Женя взвился и заорал, что не понимает, почему и как он может оказаться подозреваемым, ведь Панафидин отлично знает, кто убил несчастную дурищу, потому что видел запись с камеры слежения. На что подполковник резонно возразил, что пленка, во-первых, доказательством не является, во-вторых, придется объясняться, почему он именно в этот день установил в магазине видеокамеру, а затем рассказывать и всю историю с шахматами. И, в-третьих, пятидневный срок, в течение которого он не предоставил записи следствию, влечет за собой, не как раньше, конечно, статью за недоносительство, но все же серьезные подозрения в соучастии.
Кроме того, он, Гуру, вроде бы просил пока не трогать Ковалько, пообещав найти его самостоятельно, выпотрошить из него всю нужную информацию и только потом отдать ментам, а он, Панафидин, не работает в цирке и одновременно держать что-то в руках и на этом же балансировать не умеет.

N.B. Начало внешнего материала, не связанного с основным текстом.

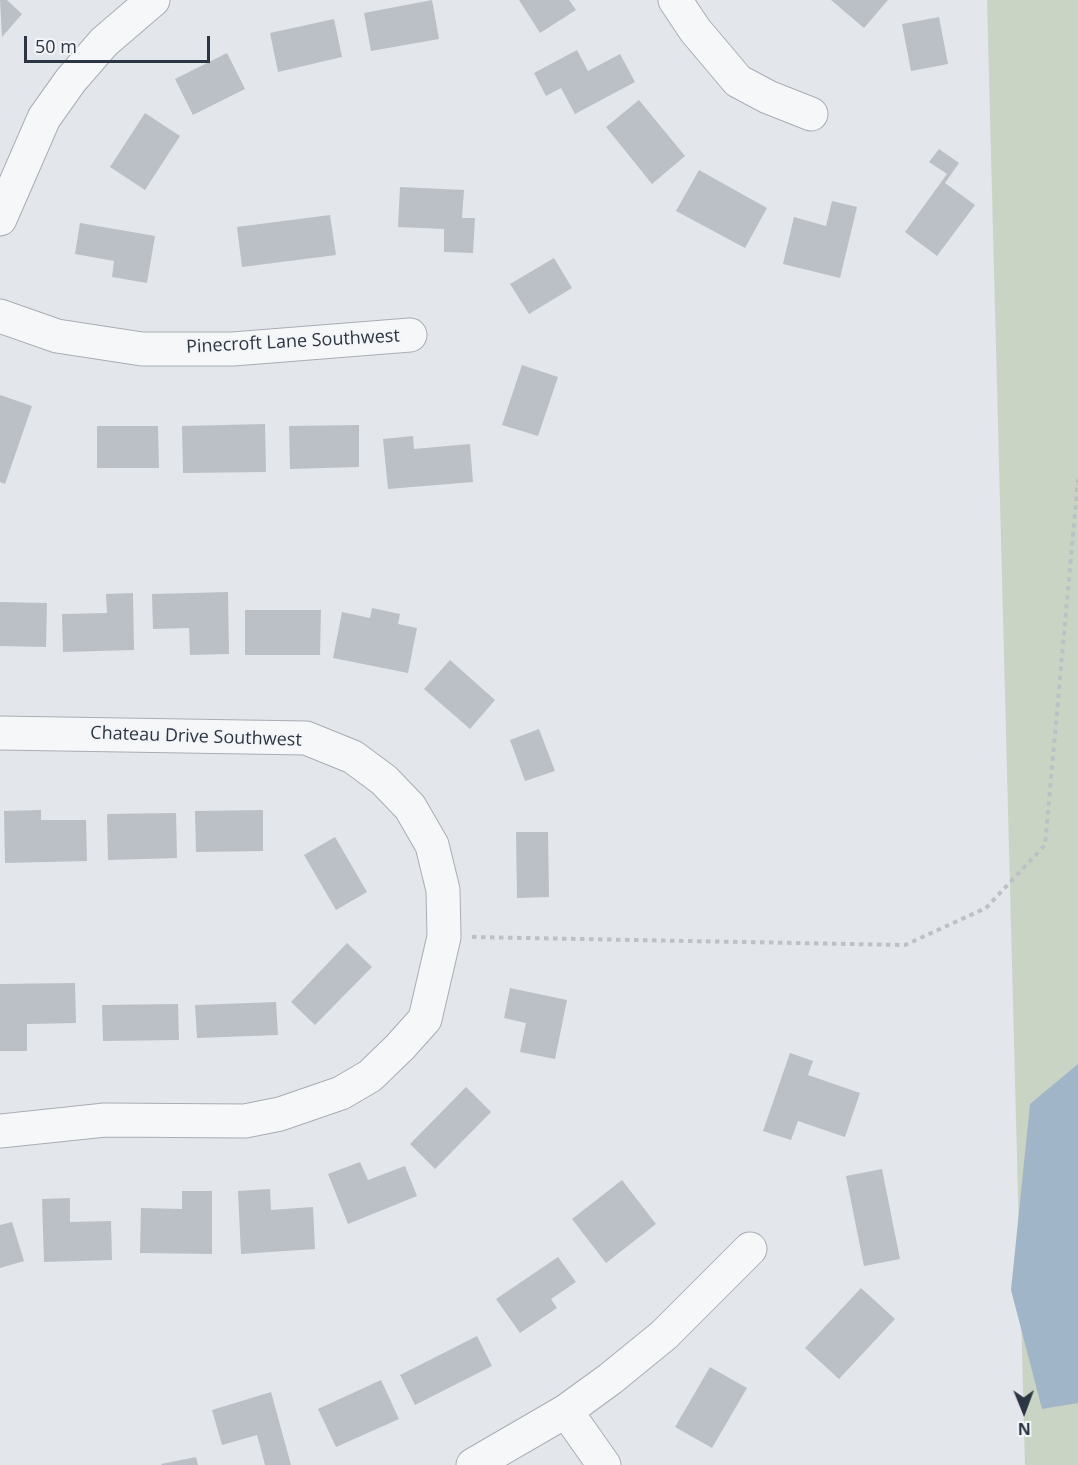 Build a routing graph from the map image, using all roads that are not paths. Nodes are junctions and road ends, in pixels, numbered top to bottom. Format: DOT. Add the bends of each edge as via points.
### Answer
graph roads {
  1 [pos="153,0"];
  2 [pos="675,0"];
  3 [pos="811,114"];
  4 [pos="0,219"];
  5 [pos="0,316"];
  6 [pos="410,335"];
  7 [pos="0,733"];
  8 [pos="0,1131"];
  9 [pos="750,1249"];
  10 [pos="566,1411"];
  11 [pos="473,1465"];
  12 [pos="604,1465"];
  1 -- 4 [label="street" via="104,42 70,80 51,109"];
  2 -- 3 [label="street" via="738,81"];
  5 -- 6 [label="street, Pinecroft Lane Southwest" via="57,336 142,349 233,349"];
  7 -- 8 [label="street, Chateau Drive Southwest" via="306,738 353,757 411,807 432,845 443,890 444,937 425,1019 370,1076 340,1094 246,1121 105,1120"];
  9 -- 10 [label="street" via="664,1335"];
  10 -- 11 [label="street"];
  10 -- 12 [label="street"];
}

Женя прекрасно понимал, что «лейтенант» просто пользуется его безвыходным положением и пытается обращаться с ним, как с дойной коровой. В любом другом случае он быстро нашел бы на Панафидина управу, но сейчас ему нужно было: а) быть с развязанными руками и б) иметь Ковалько на свободе. Потому что и так уже слишком много вложено в это дело, а кроме слежки за Дориным путь у Гуру к шахматам был один – через долговязого седого красавца. Пришлось соглашаться.
Вторым действием этой драмы оказался визит к знаменитому в московских антикварных кругах барыге, известному под ласковой кличкой – Промежность. Никто, правда, его так в глаза не называл, обращались уважительно – Станислав Станиславович, и только Гуру знал, что на самом деле это – фамилия.
Тот тоже, понимая, что Женя пришел не от сладкой жизни закладывать коллекцию, воспользовался ситуацией и выпил всю до капельки кровь, дав в лучшем случае восьмую часть реальной цены, да еще под три процента в месяц. Женя простоял несколько минут, пытаясь успокоить гул в ушах и стук в висках, потому как считал, что имеет полное право на совершенно другие деньги, но унижаться и доказывать старому козлу, что тот его обносит, не стал, а молча взял деньги и ушел.
Если полностью рассчитаться с «лейтенантом», оставшейся «капусты» едва хватит на то, чтобы заплатить в агентство за аппаратуру и остальную работу. На жизнь и непредвиденные обстоятельства оставалась вшивая трешка. Значит, придется Панафидину отдать только половину или две трети, с остальными подождет, процентами, конечно, опишет, будет жаловаться, что деньги не ему, что придется брать, чтобы расплатиться за Гуру, у барыг, ну да придется еще и эти проценты потерпеть.
Женя уже даже жалел, что ввязался в эту историю с шахматами. Что-то совсем ничего у него не получалось на этот раз, но раз начал – надо идти до конца, иначе он не Гуру, а так – Снегурочка или Гурвинек какой-нибудь.